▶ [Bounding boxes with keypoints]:
________________

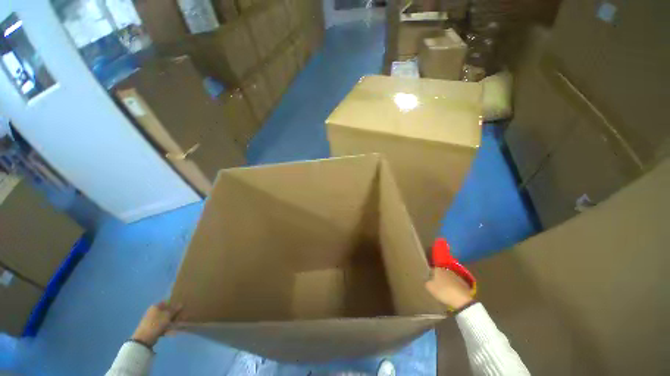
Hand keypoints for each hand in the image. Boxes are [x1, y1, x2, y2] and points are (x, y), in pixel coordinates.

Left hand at [132, 301, 181, 347]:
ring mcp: (152, 320)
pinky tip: (172, 332)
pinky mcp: (153, 328)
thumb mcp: (167, 316)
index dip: (174, 303)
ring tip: (178, 325)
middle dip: (174, 314)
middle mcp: (153, 312)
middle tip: (181, 316)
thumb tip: (181, 304)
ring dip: (172, 322)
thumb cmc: (155, 324)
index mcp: (155, 307)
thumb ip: (174, 310)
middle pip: (166, 311)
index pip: (167, 302)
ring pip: (165, 319)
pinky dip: (167, 328)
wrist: (143, 339)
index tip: (181, 306)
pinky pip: (162, 326)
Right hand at [425, 268, 473, 310]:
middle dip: (438, 278)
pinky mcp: (463, 282)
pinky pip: (454, 283)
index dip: (429, 276)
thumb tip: (427, 280)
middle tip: (436, 286)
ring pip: (448, 278)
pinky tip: (452, 293)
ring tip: (444, 290)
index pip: (431, 270)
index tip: (429, 282)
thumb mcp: (429, 287)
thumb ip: (426, 282)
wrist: (462, 298)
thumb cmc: (443, 291)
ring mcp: (455, 275)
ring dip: (446, 282)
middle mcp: (446, 269)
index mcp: (437, 268)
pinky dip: (452, 286)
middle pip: (440, 273)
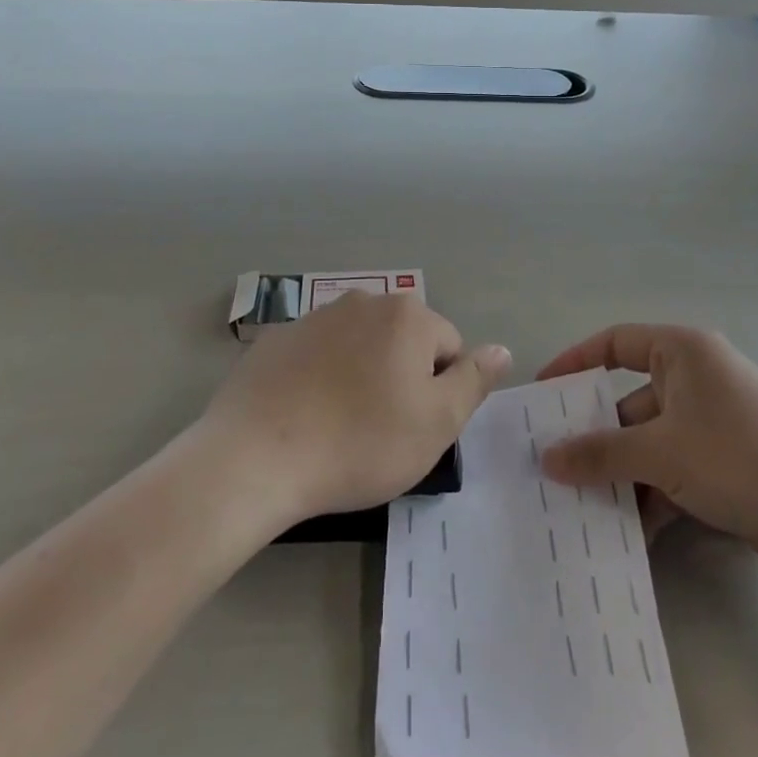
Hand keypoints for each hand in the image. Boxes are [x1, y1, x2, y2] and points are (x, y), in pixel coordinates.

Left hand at [199, 292, 511, 524]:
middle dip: (401, 378)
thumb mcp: (436, 423)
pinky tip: (305, 417)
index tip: (414, 428)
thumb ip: (474, 381)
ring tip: (341, 426)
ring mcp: (315, 316)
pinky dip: (321, 378)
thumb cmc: (360, 441)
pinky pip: (318, 356)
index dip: (439, 392)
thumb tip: (501, 350)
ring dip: (362, 376)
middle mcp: (364, 300)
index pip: (448, 348)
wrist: (256, 456)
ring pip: (360, 347)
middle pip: (403, 341)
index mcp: (407, 315)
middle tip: (381, 430)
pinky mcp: (278, 338)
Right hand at [537, 325, 757, 604]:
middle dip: (595, 437)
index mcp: (682, 353)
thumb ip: (600, 453)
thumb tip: (546, 458)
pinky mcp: (725, 465)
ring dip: (621, 476)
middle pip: (628, 402)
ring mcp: (712, 425)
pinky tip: (627, 534)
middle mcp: (695, 380)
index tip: (542, 393)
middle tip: (552, 466)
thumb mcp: (662, 452)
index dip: (575, 362)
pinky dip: (651, 497)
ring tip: (580, 509)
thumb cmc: (741, 456)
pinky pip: (672, 472)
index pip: (614, 343)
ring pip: (649, 444)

________________

▶ [Work to complete]: The required output is every line of the data above, set down exactly and stripped of pictures.

▶ [Your response]:
Hand keypoints for each hand in the image. Boxes are [x1, y1, x2, y2] and points are (x, y), in pixel coordinates.

Left hand at [132, 301, 181, 347]:
ring mcp: (152, 320)
pinky tip: (172, 332)
pinky mcp: (153, 328)
thumb mcp: (167, 316)
index dip: (174, 303)
ring tip: (178, 325)
middle dip: (174, 314)
middle mcp: (153, 312)
middle tip: (181, 316)
thumb tip: (181, 304)
ring dip: (172, 322)
thumb cmc: (155, 324)
index mcp: (155, 307)
thumb ip: (174, 310)
middle pip: (166, 311)
index pip: (167, 302)
ring pip: (165, 319)
pinky dip: (167, 328)
wrist: (143, 339)
index tip: (181, 306)
pinky pip: (162, 326)
Right hand at [425, 268, 473, 310]:
middle dip: (438, 278)
pinky mcp: (463, 282)
pinky pip: (454, 283)
index dip: (429, 276)
thumb tip: (427, 280)
middle tip: (436, 286)
ring pip: (448, 278)
pinky tip: (452, 293)
ring tip: (444, 290)
index pip: (431, 270)
index tip: (429, 282)
thumb mcp: (429, 287)
thumb ip: (426, 282)
wrist: (462, 298)
thumb cmc: (443, 291)
ring mcp: (455, 275)
ring dip: (446, 282)
middle mcp: (446, 269)
index mcp: (437, 268)
pinky dip: (452, 286)
middle pip: (440, 273)
Hand keypoints for each hand in the image. Boxes are [x1, y1, x2, y2] and points are (x, y), in pixel coordinates.

Left hand at [199, 292, 511, 524]:
middle dip: (401, 378)
thumb mcp: (436, 423)
pinky tip: (305, 417)
index tip: (414, 428)
thumb ip: (474, 381)
ring tip: (341, 426)
ring mcp: (315, 316)
pinky dip: (321, 378)
thumb cmc: (360, 441)
pinky pip: (318, 356)
index dip: (439, 392)
thumb tip: (501, 350)
ring dip: (362, 376)
middle mcp: (364, 300)
index pip: (448, 348)
wrist: (256, 456)
ring pip: (360, 347)
middle pip: (403, 341)
index mcp: (407, 315)
middle tip: (381, 430)
pinky mcp: (278, 338)
Right hand at [537, 325, 757, 604]:
middle dip: (595, 437)
index mcp: (682, 353)
thumb ip: (600, 453)
thumb tip: (546, 458)
pinky mcp: (725, 465)
ring dip: (621, 476)
middle pip: (628, 402)
ring mcp: (712, 425)
pinky tip: (627, 534)
middle mcp: (695, 380)
index tip: (542, 393)
middle tip: (552, 466)
thumb mcp: (662, 452)
index dip: (575, 362)
pinky dip: (651, 497)
ring tip: (580, 509)
thumb cmc: (741, 456)
pinky pip: (672, 472)
index pip: (614, 343)
ring pip: (649, 444)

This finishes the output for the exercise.